• GOAL OF THE EXERCISE:
Output every record precisely.

Recorded data:
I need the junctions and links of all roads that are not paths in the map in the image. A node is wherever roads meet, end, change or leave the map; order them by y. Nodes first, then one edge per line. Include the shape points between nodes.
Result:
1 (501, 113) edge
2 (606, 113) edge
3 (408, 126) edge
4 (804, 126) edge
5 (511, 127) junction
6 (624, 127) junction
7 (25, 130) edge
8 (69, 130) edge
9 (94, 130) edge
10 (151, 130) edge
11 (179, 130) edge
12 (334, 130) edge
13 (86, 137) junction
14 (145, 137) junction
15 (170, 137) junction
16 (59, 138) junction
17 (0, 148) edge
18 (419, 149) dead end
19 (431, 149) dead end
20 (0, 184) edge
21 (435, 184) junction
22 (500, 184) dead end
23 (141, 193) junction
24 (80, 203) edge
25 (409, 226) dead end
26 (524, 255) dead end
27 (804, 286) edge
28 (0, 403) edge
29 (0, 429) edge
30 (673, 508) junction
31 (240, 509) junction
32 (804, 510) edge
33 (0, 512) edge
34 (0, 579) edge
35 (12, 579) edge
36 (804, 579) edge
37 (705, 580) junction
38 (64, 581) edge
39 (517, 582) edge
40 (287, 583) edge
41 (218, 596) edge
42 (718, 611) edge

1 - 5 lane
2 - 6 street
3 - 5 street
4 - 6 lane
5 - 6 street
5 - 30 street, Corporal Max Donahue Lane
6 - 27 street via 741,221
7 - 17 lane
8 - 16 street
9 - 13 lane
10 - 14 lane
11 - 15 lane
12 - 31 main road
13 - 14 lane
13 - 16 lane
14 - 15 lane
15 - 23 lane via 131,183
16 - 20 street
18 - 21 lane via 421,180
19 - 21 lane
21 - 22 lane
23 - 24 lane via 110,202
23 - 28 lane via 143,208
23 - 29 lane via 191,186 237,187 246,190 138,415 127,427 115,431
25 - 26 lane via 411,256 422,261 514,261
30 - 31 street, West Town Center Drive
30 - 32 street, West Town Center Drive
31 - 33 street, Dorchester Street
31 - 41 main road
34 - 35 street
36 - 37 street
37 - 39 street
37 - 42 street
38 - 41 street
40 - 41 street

• OUTPUT FOR THIS EXERCISE:
I need the junctions and links of all roads that are not paths in the map in the image. A node is wherever roads meet, end, change or leave the map; order them by y. Nodes first, then one edge per line. Include the shape points between nodes.
Result:
1 (501, 113) edge
2 (606, 113) edge
3 (408, 126) edge
4 (804, 126) edge
5 (511, 127) junction
6 (624, 127) junction
7 (25, 130) edge
8 (69, 130) edge
9 (94, 130) edge
10 (151, 130) edge
11 (179, 130) edge
12 (334, 130) edge
13 (86, 137) junction
14 (145, 137) junction
15 (170, 137) junction
16 (59, 138) junction
17 (0, 148) edge
18 (419, 149) dead end
19 (431, 149) dead end
20 (0, 184) edge
21 (435, 184) junction
22 (500, 184) dead end
23 (141, 193) junction
24 (80, 203) edge
25 (409, 226) dead end
26 (524, 255) dead end
27 (804, 286) edge
28 (0, 403) edge
29 (0, 429) edge
30 (673, 508) junction
31 (240, 509) junction
32 (804, 510) edge
33 (0, 512) edge
34 (0, 579) edge
35 (12, 579) edge
36 (804, 579) edge
37 (705, 580) junction
38 (64, 581) edge
39 (517, 582) edge
40 (287, 583) edge
41 (218, 596) edge
42 (718, 611) edge

1 - 5 lane
2 - 6 street
3 - 5 street
4 - 6 lane
5 - 6 street
5 - 30 street, Corporal Max Donahue Lane
6 - 27 street via 741,221
7 - 17 lane
8 - 16 street
9 - 13 lane
10 - 14 lane
11 - 15 lane
12 - 31 main road
13 - 14 lane
13 - 16 lane
14 - 15 lane
15 - 23 lane via 131,183
16 - 20 street
18 - 21 lane via 421,180
19 - 21 lane
21 - 22 lane
23 - 24 lane via 110,202
23 - 28 lane via 143,208
23 - 29 lane via 191,186 237,187 246,190 138,415 127,427 115,431
25 - 26 lane via 411,256 422,261 514,261
30 - 31 street, West Town Center Drive
30 - 32 street, West Town Center Drive
31 - 33 street, Dorchester Street
31 - 41 main road
34 - 35 street
36 - 37 street
37 - 39 street
37 - 42 street
38 - 41 street
40 - 41 street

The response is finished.